The Pseudoscience of Single-Sex Schooling: do single-sex schools really make pupils more sexist?

I wish that I could gain access to the full study published in this month’s edition of Science journal which appears to conclude that single-sex education is bad, wrong, immoral, not worth it – you can imagine the tone. As the website of the American Association of the Advancement of Science, who publish Science does not allow free access to the whole article, I have had to make do with the summary, and with the number of press articles (including in the Telegraph) picking up the highlights (possibly from edited press releases, although I would hope that the AAAS have given education journalists access to the full report).

I would love to read the whole article, partly because I enjoy soaking up research on anything to do with education, but partly too because I am extremely curious to see what makes the authors of this report so certain of their conclusion. I have no issue with them claiming that ‘there is no well-designed research showing that single-sex (SS) education improves students’ academic performance’, as I suspect that they are probably right – how would one design such research in a way that was ethically and practically acceptable? Besides, each young person is a unique individual; how can we ever be certain that what works for one person will work for another? And at what point in their life could we take a stand and draw a conclusion about the effect of their school experience – at 18, 30, 65? And how would we distinguish their experience of schooling from all the other experiences they will have had in their lives? And how could we pull apart all the very, very many aspects that make up education or schooling anyway: different teachers, teachers at different times of the day, teachers at different stages of their lives, teachers with different life stories who interact with their charges in different ways as a result – and so on, to name but a few?

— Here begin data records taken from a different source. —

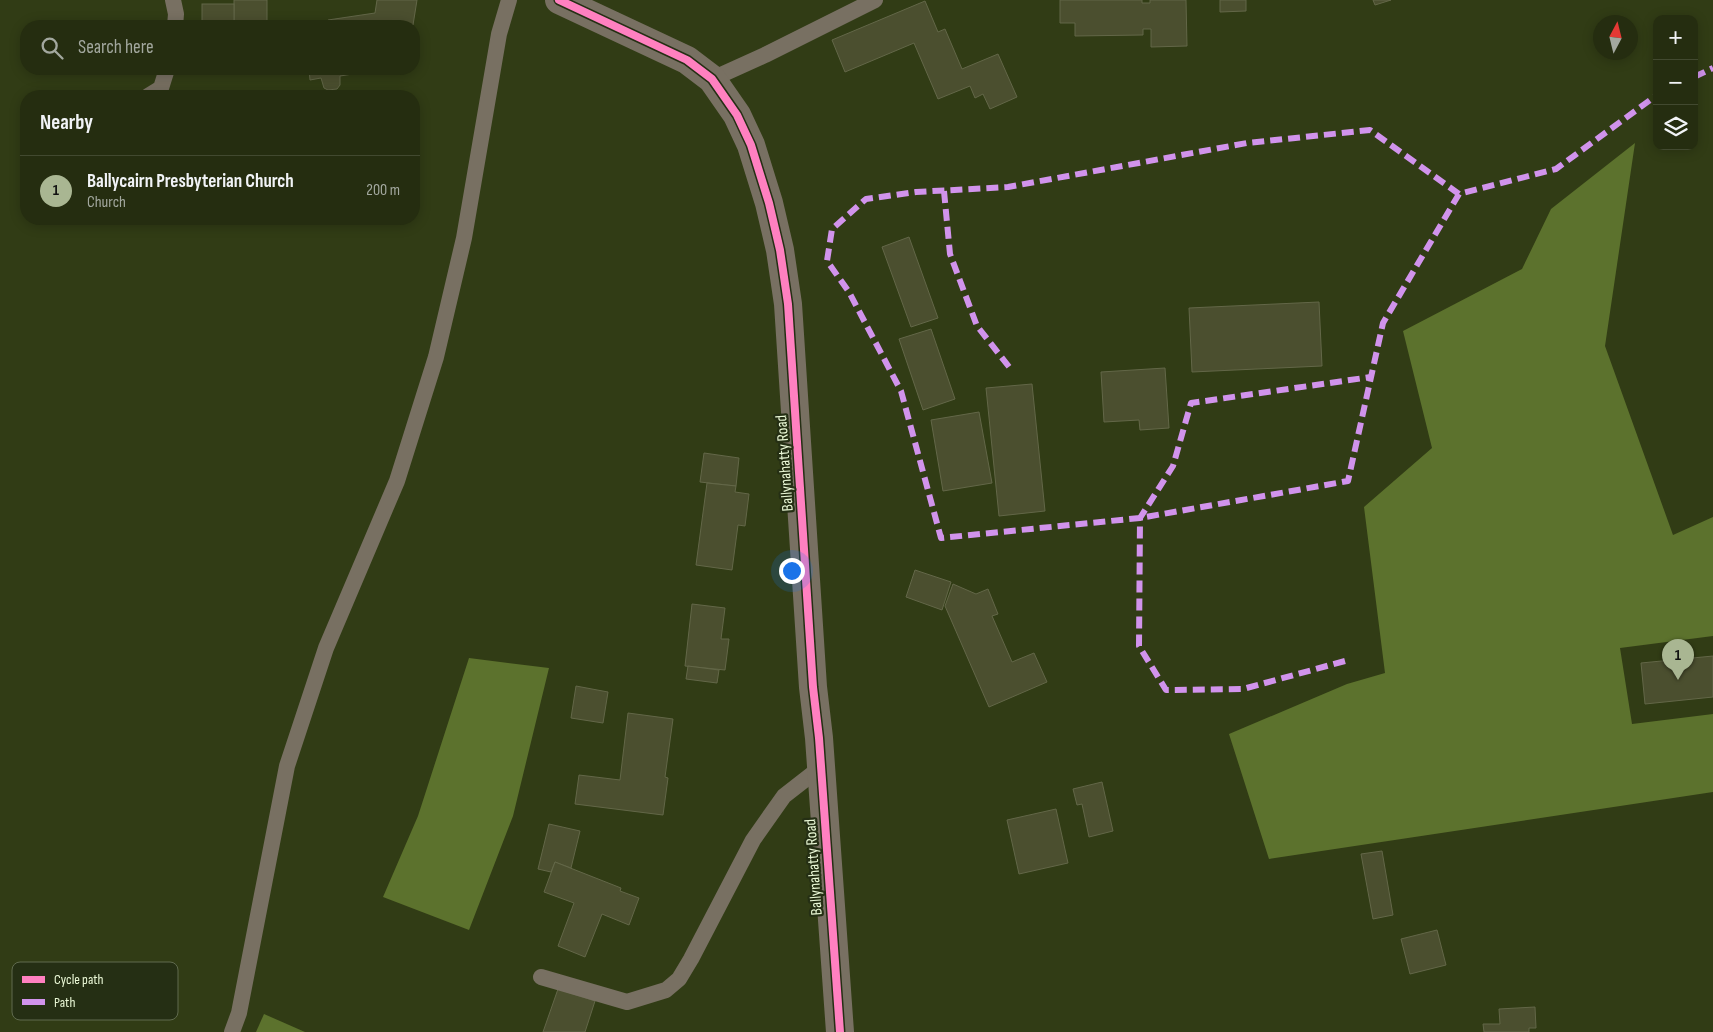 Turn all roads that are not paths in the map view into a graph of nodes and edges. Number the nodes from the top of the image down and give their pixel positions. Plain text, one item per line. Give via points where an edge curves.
1 (173, 0) edge
2 (509, 0) edge
3 (558, 0) edge
4 (875, 0) edge
5 (175, 20) edge
6 (165, 75) edge
7 (712, 79) junction
8 (158, 90) edge
9 (820, 768) junction
10 (541, 977) dead end
11 (232, 1032) edge
12 (840, 1032) edge

1 - 5 lane
2 - 11 lane via 499,34 464,238 436,356 397,481 326,648 287,766 239,1013
3 - 7 street, Ballynahatty Road via 688,60
4 - 7 lane
6 - 8 lane
7 - 9 street, Ballynahatty Road via 737,115 751,145 780,250 788,304
9 - 10 lane via 784,796 753,840 691,959 679,979 666,990 627,1002
9 - 12 street, Ballynahatty Road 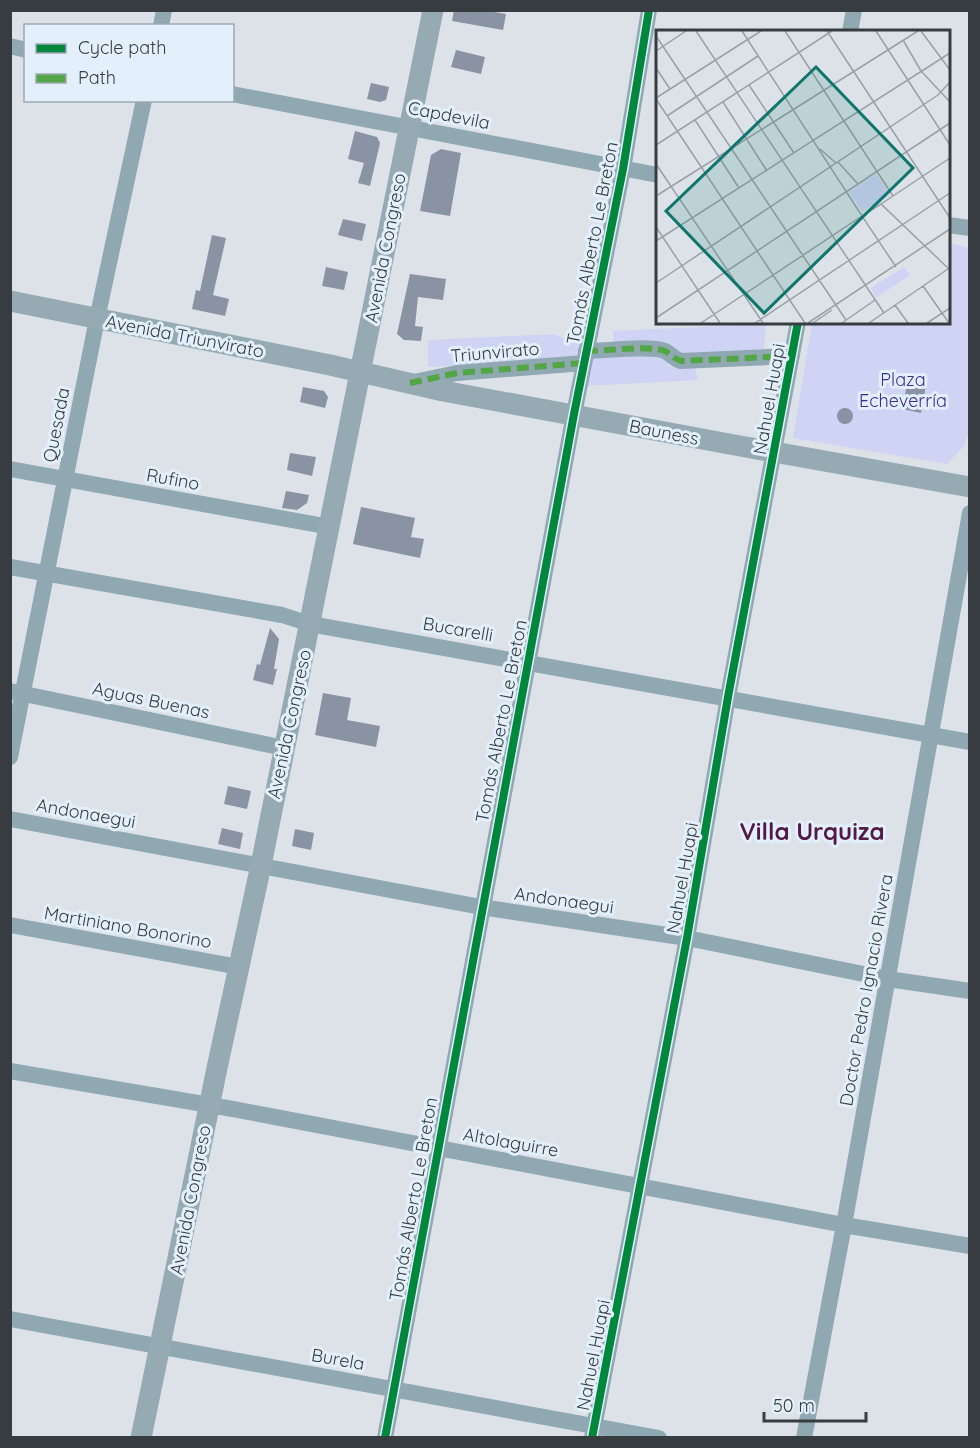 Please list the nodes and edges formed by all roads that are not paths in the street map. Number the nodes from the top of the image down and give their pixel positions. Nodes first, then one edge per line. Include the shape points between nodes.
1 (433, 10) edge
2 (649, 10) edge
3 (854, 10) edge
4 (850, 30) edge
5 (234, 94) edge
6 (144, 102) edge
7 (409, 127) junction
8 (623, 169) junction
9 (656, 175) edge
10 (950, 225) edge
11 (969, 228) edge
12 (10, 301) edge
13 (97, 319) junction
14 (798, 324) edge
15 (792, 356) junction
16 (585, 357) junction
17 (360, 372) junction
18 (410, 383) junction
19 (574, 414) junction
20 (774, 452) junction
21 (10, 469) edge
22 (65, 480) junction
23 (969, 487) edge
24 (969, 513) edge
25 (330, 527) junction
26 (10, 567) edge
27 (46, 574) junction
28 (310, 624) junction
29 (528, 661) junction
30 (17, 692) edge
31 (728, 697) junction
32 (932, 735) junction
33 (969, 742) edge
34 (284, 748) junction
35 (10, 757) edge
36 (10, 819) edge
37 (261, 865) junction
38 (481, 907) junction
39 (10, 925) edge
40 (687, 938) junction
41 (239, 967) junction
42 (888, 979) junction
43 (969, 991) edge
44 (10, 1071) edge
45 (209, 1106) junction
46 (438, 1149) junction
47 (641, 1186) junction
48 (844, 1225) junction
49 (969, 1246) edge
50 (10, 1319) edge
51 (160, 1347) junction
52 (393, 1389) junction
53 (593, 1432) edge
54 (141, 1437) edge
55 (385, 1437) edge
56 (659, 1437) edge
57 (804, 1437) edge

1 - 7 main road, Avenida Congreso
2 - 8 street, Tomás Alberto Le Breton
3 - 4 street
5 - 7 street, Capdevila
6 - 13 street, Quesada
7 - 8 street, Capdevila
7 - 17 main road, Avenida Congreso
8 - 9 street, Capdevila
8 - 16 street, Tomás Alberto Le Breton
10 - 11 street
12 - 13 main road, Avenida Triunvirato
13 - 17 main road, Avenida Triunvirato
13 - 22 street, Quesada
14 - 15 street, Nahuel Huapi
15 - 16 street, Triunvirato via 681,361 666,351 648,349
15 - 20 street, Nahuel Huapi
16 - 18 street, Triunvirato
16 - 19 street, Tomás Alberto Le Breton
17 - 18 main road, Bauness
17 - 25 main road, Avenida Congreso
18 - 19 main road, Bauness
19 - 20 main road, Bauness
19 - 29 street, Tomás Alberto Le Breton
20 - 23 main road, Bauness
20 - 31 street, Nahuel Huapi
21 - 22 street, Rufino
22 - 25 street, Rufino
22 - 27 street, Quesada
24 - 32 street, Doctor Pedro Ignacio Rivera
25 - 28 main road, Avenida Congreso
26 - 27 street, Bucarelli
27 - 28 street, Bucarelli via 282,615
27 - 30 street, Quesada
28 - 29 street, Bucarelli
28 - 34 main road, Avenida Congreso
29 - 31 street, Bucarelli
29 - 38 street, Tomás Alberto Le Breton
30 - 34 street, Aguas Buenas
30 - 35 street, Quesada
31 - 32 street, Bucarelli
31 - 40 street, Nahuel Huapi
32 - 33 street, Bucarelli
32 - 42 street, Doctor Pedro Ignacio Rivera
34 - 37 main road, Avenida Congreso
36 - 37 street, Andonaegui
37 - 38 street, Andonaegui
37 - 41 main road, Avenida Congreso
38 - 40 street, Andonaegui
38 - 46 street, Tomás Alberto Le Breton
39 - 41 street, Martiniano Bonorino
40 - 42 street, Andonaegui
40 - 47 street, Nahuel Huapi
41 - 45 main road, Avenida Congreso
42 - 43 street, Andonaegui
42 - 48 street, Doctor Pedro Ignacio Rivera
44 - 45 street, Altolaguirre
45 - 46 street, Altolaguirre
45 - 51 main road, Avenida Congreso
46 - 47 street, Altolaguirre
46 - 52 street, Tomás Alberto Le Breton
47 - 48 street, Altolaguirre
47 - 53 street, Nahuel Huapi
48 - 49 street, Altolaguirre
48 - 57 street, Doctor Pedro Ignacio Rivera
50 - 51 street, Burela
51 - 52 street, Burela
51 - 54 main road, Avenida Congreso
52 - 53 street, Burela
52 - 55 street, Tomás Alberto Le Breton
53 - 56 street, Burela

I do, however, have a problem with the authors of this report claiming that this lack of scientific evidence makes single-sex education ‘deeply misguided’. If there is no evidence to suggest that single-sex education is better or worse than co-ed education, as they claim, then the same must be true of co-education. And what evidence are they drawing on to conclude that ‘sex segregation increases gender stereotyping and legitimizes institutional sexism’? This is so far removed from my experience of single-sex education that I find it completely perplexing. When a statistical analysis conducted by the Girls’ Schools Association shows that, ‘compared to all girls nationally, in GSA schools over 70% more girls took A level maths; over 50% more girls took a science at A level; over 90% more girls took a physical science (physics or chemistry) at A level; over 80% more girls studied French, German or Spanish at A level.’, then you have to wonder how the authors of this new report came to their conclusion. Surely they haven’t fallen into the trap of judging schools today by the outcomes of schools several decades ago, when our social history was very different?

The aspect of the report, though, which caused me quite simply to put the report out of my mind and file its conclusions as verging on opinion rather than fact is the affiliation of all of its authors: ‘All authors are founders and uncompensated board members of the nonprofit American Council for CoEducational Schooling.’ As I said in my letter to the Telegraph the day after the news was published, which was sent on behalf of the Girls’ Schools Association, I sense a strong self-interest here in the research group reaching such a radical conclusion. What a shame that this should undermine a legitimate research goal.

By all means let us keep researching the area of single-sex education, as every other part of education, in the search for what helps young people learn and grow into well-rounded, well-grounded young adults. Let us debate, let us share experience, let us develop good practice. But let us recognise too that in a healthy national and international education system there will always be sufficient choice for parents to be able to find the right place at the right time for their daughters and their sons, and a part of this must be choice in schools with different gender balances. I know some great single-sex schools, and I lead one myself. The girls emerge as amazingly well-balanced human beings, with a self-knowledge and ease of being which surpasses most of their expectations, and those of their parents. I would defy any of the researchers to come and experience my girls’ school and still think single-sex education was even remotely ‘misguided’!